The merger trend among Massachusetts’ community banks continues uninterrupted, with the latest announcement coming from Rockland Trust Co., which earlier this month said it intends to acquire Somerville-based Central Co-operative Bank.

By the numbers, the deal seems unspectacular. Rockland – or rather its parent, Independent Bank Corp. – will purchase 60 percent of Central Bancorp. Inc. shares for $32 per share, in cash. That’s a decent premium over Central’s $28.67 per share price as of April 27, and it works out to about $54.8 million.

Click to enlargeBut some banking industry executives say Rockland is paying too much for the clearly struggling Central Co-op, which was shopping itself around before finding Rockland – the same buyer that in the last five years picked up two other banks that provided geographical spread, but rather low value: Benjamin Franklin Bancorp in 2008 and Slade’s Ferry Bancorp in 2007.

Finding Value

“Every bank in the world was notified” by Central that it was looking for a buyer, one executive at a $2 billion Massachusetts bank told Banker & Tradesman. “Rockland paid for it because they wanted to get into that area. I wouldn’t pay what they paid, but somebody might think it was worth that premium.”

Another industry executive told Banker & Tradesman he was “skeptical about the deal” because Central “has never been considered a particularly strong bank.” Rockland, he added, “has had a history of acquisitions that do not seem to have added much.”

Central holds about $10 million in trust preferred money and another $10 million in federal Small Business Lending Fund money that will have to be repaid at some point. But for now, it counts as capital.

Central also held about $117 million in Federal Home Loan Bank of Boston advances as of Dec. 31, in effect making the bank smaller than its $521 million in assets would imply.

In its fourth quarter, which ended March 31, Central earned a $51,000 profit compared to $241,000 in the same period a year earlier. It reported a net loss of $78,000 available to common shareholders compared to net gains of $84,000 a year prior. Its return on average assets was 0.04 percent, compared to 0.19 percent a year earlier.

But while Central might not be a strong bank, it does have something to offer Rockland: Location.

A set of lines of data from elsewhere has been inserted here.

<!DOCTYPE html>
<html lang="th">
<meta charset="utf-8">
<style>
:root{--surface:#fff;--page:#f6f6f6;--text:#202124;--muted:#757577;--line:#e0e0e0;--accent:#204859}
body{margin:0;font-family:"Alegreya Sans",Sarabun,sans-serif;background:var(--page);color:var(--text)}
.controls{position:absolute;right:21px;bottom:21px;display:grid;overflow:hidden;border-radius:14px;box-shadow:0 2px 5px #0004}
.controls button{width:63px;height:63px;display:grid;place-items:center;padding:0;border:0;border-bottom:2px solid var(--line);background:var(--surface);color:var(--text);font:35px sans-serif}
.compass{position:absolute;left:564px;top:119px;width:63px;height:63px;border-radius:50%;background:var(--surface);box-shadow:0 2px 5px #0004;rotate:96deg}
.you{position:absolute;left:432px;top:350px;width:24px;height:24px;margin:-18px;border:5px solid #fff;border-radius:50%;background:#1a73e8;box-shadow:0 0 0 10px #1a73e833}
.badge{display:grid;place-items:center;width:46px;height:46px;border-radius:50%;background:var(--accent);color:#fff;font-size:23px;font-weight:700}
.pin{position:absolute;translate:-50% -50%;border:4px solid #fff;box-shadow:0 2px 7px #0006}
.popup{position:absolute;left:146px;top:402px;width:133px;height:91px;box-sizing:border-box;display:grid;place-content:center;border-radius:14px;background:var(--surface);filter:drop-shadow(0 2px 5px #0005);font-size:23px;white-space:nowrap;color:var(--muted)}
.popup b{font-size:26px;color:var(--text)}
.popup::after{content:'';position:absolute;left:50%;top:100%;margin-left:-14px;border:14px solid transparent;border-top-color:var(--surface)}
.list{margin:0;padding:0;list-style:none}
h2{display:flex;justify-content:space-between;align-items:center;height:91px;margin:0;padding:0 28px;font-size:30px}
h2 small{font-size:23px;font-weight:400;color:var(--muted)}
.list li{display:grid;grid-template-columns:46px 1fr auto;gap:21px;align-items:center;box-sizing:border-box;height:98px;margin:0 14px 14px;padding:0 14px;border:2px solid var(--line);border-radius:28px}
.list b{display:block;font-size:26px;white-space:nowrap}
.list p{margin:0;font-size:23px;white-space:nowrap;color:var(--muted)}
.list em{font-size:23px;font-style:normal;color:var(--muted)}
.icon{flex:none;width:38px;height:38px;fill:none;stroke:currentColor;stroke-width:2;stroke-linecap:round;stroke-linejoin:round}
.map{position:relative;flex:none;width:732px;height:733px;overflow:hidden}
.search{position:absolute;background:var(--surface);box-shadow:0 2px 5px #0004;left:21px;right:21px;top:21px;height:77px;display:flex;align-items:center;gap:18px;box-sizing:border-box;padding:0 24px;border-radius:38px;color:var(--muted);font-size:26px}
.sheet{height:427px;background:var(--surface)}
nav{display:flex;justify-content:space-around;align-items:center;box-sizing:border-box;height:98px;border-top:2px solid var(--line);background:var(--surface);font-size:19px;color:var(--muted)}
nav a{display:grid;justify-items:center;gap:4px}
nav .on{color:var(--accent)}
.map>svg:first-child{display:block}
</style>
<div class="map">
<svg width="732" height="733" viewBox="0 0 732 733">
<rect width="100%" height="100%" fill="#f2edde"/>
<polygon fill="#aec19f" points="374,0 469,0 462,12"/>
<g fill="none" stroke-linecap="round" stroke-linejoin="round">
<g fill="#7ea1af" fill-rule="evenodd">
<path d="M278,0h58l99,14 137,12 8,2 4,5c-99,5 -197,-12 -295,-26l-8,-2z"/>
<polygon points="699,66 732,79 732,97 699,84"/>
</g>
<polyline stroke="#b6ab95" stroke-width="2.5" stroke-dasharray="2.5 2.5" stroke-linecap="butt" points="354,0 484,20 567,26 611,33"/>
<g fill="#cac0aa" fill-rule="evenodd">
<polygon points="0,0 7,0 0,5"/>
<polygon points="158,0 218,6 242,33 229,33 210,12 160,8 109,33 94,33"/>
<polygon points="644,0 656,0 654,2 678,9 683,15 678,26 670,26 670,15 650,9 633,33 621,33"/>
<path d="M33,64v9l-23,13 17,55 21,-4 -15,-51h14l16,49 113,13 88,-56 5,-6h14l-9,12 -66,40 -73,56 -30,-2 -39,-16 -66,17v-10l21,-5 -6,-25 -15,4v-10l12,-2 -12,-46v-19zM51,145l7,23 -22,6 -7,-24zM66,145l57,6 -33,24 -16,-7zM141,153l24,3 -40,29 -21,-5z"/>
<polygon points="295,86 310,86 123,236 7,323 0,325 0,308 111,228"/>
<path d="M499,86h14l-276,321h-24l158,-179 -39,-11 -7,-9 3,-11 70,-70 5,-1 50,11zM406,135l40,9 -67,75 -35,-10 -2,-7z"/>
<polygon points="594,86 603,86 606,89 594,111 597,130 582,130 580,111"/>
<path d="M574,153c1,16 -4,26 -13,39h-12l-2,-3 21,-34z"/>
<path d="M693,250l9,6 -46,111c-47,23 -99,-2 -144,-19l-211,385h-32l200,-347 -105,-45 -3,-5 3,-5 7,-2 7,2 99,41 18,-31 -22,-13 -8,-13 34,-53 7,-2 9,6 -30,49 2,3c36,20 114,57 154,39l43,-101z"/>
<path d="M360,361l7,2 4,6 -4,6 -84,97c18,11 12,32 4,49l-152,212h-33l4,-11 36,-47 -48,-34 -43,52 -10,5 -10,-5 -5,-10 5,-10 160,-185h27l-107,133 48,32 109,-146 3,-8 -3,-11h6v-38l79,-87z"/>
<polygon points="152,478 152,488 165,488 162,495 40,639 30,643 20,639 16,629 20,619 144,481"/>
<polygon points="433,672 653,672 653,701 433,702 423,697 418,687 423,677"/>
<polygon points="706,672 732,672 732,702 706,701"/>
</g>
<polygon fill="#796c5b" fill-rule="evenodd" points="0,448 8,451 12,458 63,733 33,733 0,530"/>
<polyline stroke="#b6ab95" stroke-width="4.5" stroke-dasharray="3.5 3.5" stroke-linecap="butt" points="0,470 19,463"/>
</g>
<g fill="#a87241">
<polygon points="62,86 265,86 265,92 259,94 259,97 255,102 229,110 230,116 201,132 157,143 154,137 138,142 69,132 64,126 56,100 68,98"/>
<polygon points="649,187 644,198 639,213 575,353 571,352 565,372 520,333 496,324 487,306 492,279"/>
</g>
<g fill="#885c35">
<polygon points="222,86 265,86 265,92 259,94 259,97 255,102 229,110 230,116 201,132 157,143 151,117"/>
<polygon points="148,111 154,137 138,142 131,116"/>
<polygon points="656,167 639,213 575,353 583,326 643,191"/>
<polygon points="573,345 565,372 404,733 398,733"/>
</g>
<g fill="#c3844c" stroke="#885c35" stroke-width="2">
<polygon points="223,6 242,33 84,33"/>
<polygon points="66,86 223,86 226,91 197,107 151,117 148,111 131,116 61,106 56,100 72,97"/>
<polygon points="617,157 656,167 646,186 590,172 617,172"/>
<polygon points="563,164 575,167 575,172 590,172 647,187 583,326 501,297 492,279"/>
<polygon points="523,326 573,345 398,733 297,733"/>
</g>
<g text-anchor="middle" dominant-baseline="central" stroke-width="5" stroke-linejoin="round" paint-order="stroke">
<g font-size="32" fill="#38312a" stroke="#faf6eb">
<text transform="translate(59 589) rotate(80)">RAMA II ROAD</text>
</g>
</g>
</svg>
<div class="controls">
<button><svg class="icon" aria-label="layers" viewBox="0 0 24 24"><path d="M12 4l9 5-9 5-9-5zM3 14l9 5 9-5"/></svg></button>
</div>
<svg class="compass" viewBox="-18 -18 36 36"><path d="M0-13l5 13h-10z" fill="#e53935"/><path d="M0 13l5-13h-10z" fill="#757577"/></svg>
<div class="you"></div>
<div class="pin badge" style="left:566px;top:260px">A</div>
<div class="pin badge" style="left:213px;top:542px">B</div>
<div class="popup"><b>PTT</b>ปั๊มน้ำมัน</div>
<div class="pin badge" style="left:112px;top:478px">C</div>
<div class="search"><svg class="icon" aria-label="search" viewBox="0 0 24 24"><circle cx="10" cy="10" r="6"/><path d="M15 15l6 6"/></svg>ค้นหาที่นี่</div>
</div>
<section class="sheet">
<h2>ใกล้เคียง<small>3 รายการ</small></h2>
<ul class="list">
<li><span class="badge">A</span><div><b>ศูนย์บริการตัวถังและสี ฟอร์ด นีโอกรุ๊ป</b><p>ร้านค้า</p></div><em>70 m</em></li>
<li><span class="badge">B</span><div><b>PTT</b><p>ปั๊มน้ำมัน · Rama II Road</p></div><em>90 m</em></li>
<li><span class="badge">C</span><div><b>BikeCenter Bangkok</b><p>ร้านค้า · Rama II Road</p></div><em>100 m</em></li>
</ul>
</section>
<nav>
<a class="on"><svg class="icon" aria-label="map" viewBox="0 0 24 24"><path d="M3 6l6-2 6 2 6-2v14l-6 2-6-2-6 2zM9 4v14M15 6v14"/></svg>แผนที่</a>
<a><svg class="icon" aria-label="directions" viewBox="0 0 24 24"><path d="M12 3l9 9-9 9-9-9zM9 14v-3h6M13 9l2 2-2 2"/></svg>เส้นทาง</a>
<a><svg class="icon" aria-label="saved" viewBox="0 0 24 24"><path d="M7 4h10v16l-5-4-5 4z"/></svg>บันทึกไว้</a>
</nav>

According to Rockland’s presentation to investors on the acquisition, Rockland can cut costs at Central while penetrating Central’s market in Somerville and other proximate Middlesex County locales – giving Rockland access to some “attractive demographics,” namely, lots of wealthy people.

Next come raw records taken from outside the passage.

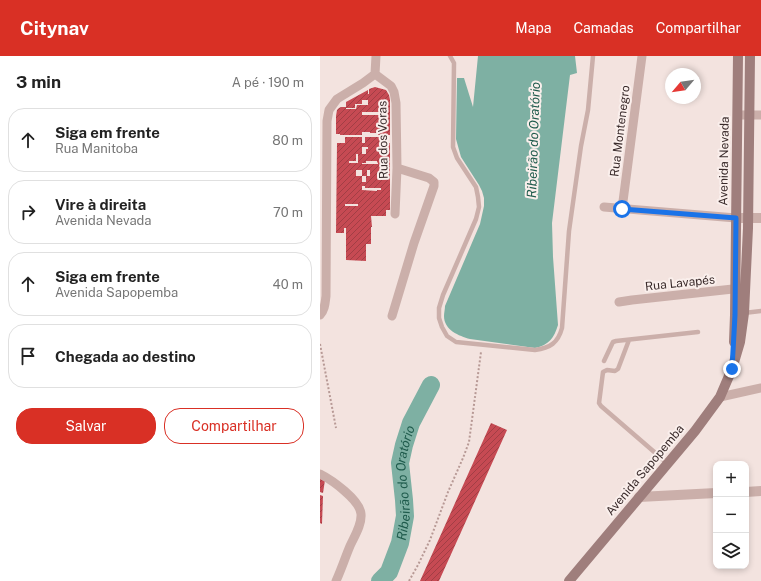 <!DOCTYPE html>
<html lang="pt">
<meta charset="utf-8">
<style>
body{margin:0;font-family:"Public Sans",sans-serif;background:#f6f6f6;color:#222}
.controls{position:absolute;right:12px;bottom:12px;display:grid;overflow:hidden;border-radius:8px;box-shadow:0 2px 6px #0003}
.controls button{width:36px;height:36px;display:grid;place-items:center;padding:0;border:0;border-bottom:1px solid #e0e0e0;background:#fff;color:#222;font:20px sans-serif}
.compass{position:absolute;left:345px;top:12px;width:36px;height:36px;border-radius:50%;background:#fff;box-shadow:0 2px 6px #0003;rotate:241deg}
.stop{position:absolute;width:12px;height:12px;margin:-9px;border:3px solid #1a73e8;border-radius:50%;background:#fff}
.stop.end{background:#1a73e8;border-color:#fff;box-shadow:0 1px 4px #0008}
.list{margin:0;padding:0;list-style:none}
h2{display:flex;justify-content:space-between;align-items:center;height:52px;margin:0;padding:0 16px;font-size:17px}
h2 small{font-size:13px;font-weight:400;color:#767676}
.list li{display:grid;grid-template-columns:26px 1fr auto;gap:12px;align-items:center;box-sizing:border-box;height:64px;margin:0 8px 8px;padding:0 8px;border:1px solid #e0e0e0;border-radius:16px}
.list b{display:block;font-size:15px;white-space:nowrap}
.list p{margin:0;font-size:13px;white-space:nowrap;color:#767676}
.list em{font-size:13px;font-style:normal;color:#767676}
.actions{display:flex;gap:8px;padding:12px 16px}
.actions a{flex:1;padding:9px 0;border:1px solid #d93025;border-radius:16px;text-align:center;font-size:14px;color:#d93025}
.actions .main{background:#d93025;color:#fff}
.icon{flex:none;width:22px;height:22px;fill:none;stroke:currentColor;stroke-width:2;stroke-linecap:round;stroke-linejoin:round}
.map{position:relative;flex:none;width:441px;height:525px;overflow:hidden}
header{display:flex;align-items:center;gap:24px;box-sizing:border-box;height:56px;padding:0 20px;background:#d93025;color:#fff}
header strong{font-size:19px}
nav{display:flex;gap:22px;margin-inline-start:auto;font-size:14px}
main{display:flex}
aside{flex:1;background:#fff}
.map>svg:first-child{display:block}
</style>
<header>
<strong>Citynav</strong>
<nav><a>Mapa</a><a>Camadas</a><a>Compartilhar</a></nav>
</header>
<main>
<aside>
<h2>3 min<small>A pé · 190 m</small></h2>
<ul class="list">
<li><svg class="icon" aria-label="ahead" viewBox="0 0 24 24"><path d="M12 20V5M6 11l6-6 6 6"/></svg><div><b>Siga em frente</b><p>Rua Manitoba</p></div><em>80 m</em></li>
<li><svg class="icon" aria-label="right" viewBox="0 0 24 24"><path d="M7 20v-9h11M14 6l5 5-5 5"/></svg><div><b>Vire à direita</b><p>Avenida Nevada</p></div><em>70 m</em></li>
<li><svg class="icon" aria-label="ahead" viewBox="0 0 24 24"><path d="M12 20V5M6 11l6-6 6 6"/></svg><div><b>Siga em frente</b><p>Avenida Sapopemba</p></div><em>40 m</em></li>
<li><svg class="icon" aria-label="arrive" viewBox="0 0 24 24"><path d="M6 21V4h12l-3 4 3 4H6"/></svg><div><b>Chegada ao destino</b></div></li>
</ul>
<div class="actions"><a class="main">Salvar</a><a>Compartilhar</a></div>
</aside>
<div class="map">
<svg width="441" height="525" viewBox="0 0 441 525">
<defs>
<pattern id="building-hatch" width="6" height="6" patternUnits="userSpaceOnUse"><rect width="6" height="6" fill="#c64a53"/><path d="M-1 1l2-2M0 6l6-6M5 7l2-2" fill="none" stroke="#a23e45"/></pattern>
</defs>
<rect width="100%" height="100%" fill="#f3e3df"/>
<path fill="#7eb0a3" d="M158,0H255L257,17L250,19L232,167L233,201L238,269C234,282 229,289 215,292L150,283C139,280 124,274 124,260C124,257 125,253 125,250L160,168L164,150V142L162,135L159,129L141,101L136,83L137,22H144L153,51Z"/>
<g fill="none" stroke-linecap="round" stroke-linejoin="round">
<path stroke="#7eb0a3" stroke-width="18" id="s1" d="M60,525L69,516L80,487L85,460L84,444L80,407L84,389L91,367L111,329"/>
</g>
<path fill="url(#building-hatch)" fill-rule="evenodd" d="M55,31L66,34L69,39L70,44V79H58V77H50V76H42V79H20V78H16V60L17,54L19,52L21,51H26V53H36L37,49H48V44H42V48H35V52H26V46L48,34V38H49V33ZM42,56H59V57H60V59H42Z
M25,81H42V87H45V81H61V87H70V154H66V160H51L52,171H51V188H46V205L26,204V172H24V177H16L17,87H25ZM42,91H48V93H46V98H42ZM36,98H38V107H29V105H36ZM46,105H57V107L58,106V108H42V107H46ZM36,114H42V120H47V114H50V120H46V126H42V120H36ZM42,130H45V132H61V134H57V135L42,134ZM25,148H38V150H25Z
M171,367L187,374L119,525H100Z
M0,423L5,424L3,437L0,436Z
M0,439L3,440L2,468L0,467Z"/>
<g fill="none" stroke-linecap="round" stroke-linejoin="round">
<path stroke="#b79995" stroke-width="2" stroke-dasharray="2 2" stroke-linecap="butt" d="M0,288L16,372
M89,525L98,509L110,484L128,436L143,402L149,386L161,296"/>
<path stroke="#cbafaa" stroke-width="4.5" d="M130,0L134,7L133,91L137,102L156,131L158,141L159,151L156,163L123,239L119,252V262L122,271L127,280L136,286L215,294C230,292 238,287 242,272L249,175L261,90L268,54L273,0
M424,257L441,255
M309,284L298,313L295,315L287,314L283,316L279,347L281,350L347,407
M284,305L292,288L293,286L296,285L378,276"/>
<path stroke="#cbafaa" stroke-width="9" d="M55,18L71,30L74,36L76,47L77,112L75,158
M418,59H441
M284,151L416,162
M302,153L322,0
M299,246L312,244L422,232
M0,259C5,254 5,247 6,240L7,65L9,54L17,43L43,27L55,18L56,0
M72,260L94,187L114,130V126L109,122L77,112
M400,341L441,332
M0,418C12,424 40,444 41,458C42,469 34,481 30,490C25,502 21,514 16,525"/>
<path stroke="#cbafaa" stroke-width="10" d="M416,162H441
M426,436L441,435
M319,441L396,437"/>
<path stroke="#9f7e7c" stroke-width="10" d="M414,286L415,259L418,0
M249,525L375,375L400,341L412,313L420,286L424,257L428,172L430,0"/>
</g>
<g fill="none" stroke-linecap="round" stroke-linejoin="round">
<path stroke="#1a73e8" stroke-width="5" d="M302,153L416,162L415,259L412,313"/>
</g>
<g text-anchor="middle" stroke-width="4" stroke-linejoin="round" paint-order="stroke">
<g font-size="12" fill="#392a2a" stroke="#faefec">
<text transform="translate(300 75) rotate(-83)" y="4">Rua Montenegro</text>
<text transform="translate(63 84) rotate(-91)" y="4">Rua dos Voras</text>
<text transform="translate(404 105) rotate(-89)" y="4">Avenida Nevada</text>
<text transform="translate(360 227) rotate(-6)" y="4">Rua Lavapés</text>
<text transform="translate(325 414) rotate(-50)" y="4">Avenida Sapopemba</text>
</g>
<g font-size="13" font-style="italic" fill="#1f5b4c" stroke="#faefec">
<text transform="translate(213 84) rotate(-88)" y="5">Ribeirão do Oratório</text>
<text dy="5" stroke="none"><textPath href="#s1" startOffset="105">Ribeirão do Oratório</textPath></text>
</g>
</g>
</svg>
<div class="controls">
<button>+</button>
<button>−</button>
<button><svg class="icon" aria-label="layers" viewBox="0 0 24 24"><path d="M12 4l9 5-9 5-9-5zM3 14l9 5 9-5"/></svg></button>
</div>
<svg class="compass" viewBox="-18 -18 36 36"><path d="M0-13l5 13h-10z" fill="#e53935"/><path d="M0 13l5-13h-10z" fill="#767676"/></svg>
<div class="stop" style="left:302px;top:153px"></div>
<div class="stop end" style="left:412px;top:313px"></div>
</div>
</main>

Middlesex County is one of the most populous counties in New England and has a median household income of nearly $80,000. It is also directly connected to Rockland’s existing territory, concentrated largely in Norfolk and Plymouth counties.

And Rockland’s plan for Central Co-op is aggressive and ambitious.

Eye Of The Beholder

Rockland is focused on “extracting cost saves from (Central’s) operating model, enhancing the product suite and adding commercial lenders to the footprint,” according to an overview by Sandler O’Neill, which is advising Rockland in the transaction.

“We believe the projected 41 percent cost savings is very achievable and that the revenue synergies, while not incorporated into our model are also very real,” said the Sandler report, which was drafted by analysts Mark Fitzgibbon and Matthew Forgotson. “In particular, [Central Co-op’s] relatively well-heeled customer base will have access to [Rockland’s] cash management services, robust consumer product suite and higher legal lending limits.”

To conclude its report, Sandler O’Neill said it is “comfortable with the story, but sticking with the hold rating for now: All things considered, we believe that [Independent Bank Corp.] is making all the right strategic moves to drive profitability and maximize shareholder value.”

“Beauty is in the eye of the beholder, and the best reflection of that is in how our stock price has reacted so far… It’s down less than 1 percent, and bank stocks are down 3.5 percent,” Rockland CFO Denis Sheahan told Banker & Tradesman. “We’ve outperformed, and that’s not my opinion, that’s our shareholders’ opinion.”

Whether the price Rockland is paying for Central seems too high to some “is irrelevant,” Sheahan said, “when you look at the returns we can garner for our shareholders. We see the possibility for significant earnings accretion, very little capital dilution. Central has almost a 90 percent efficiency ratio.”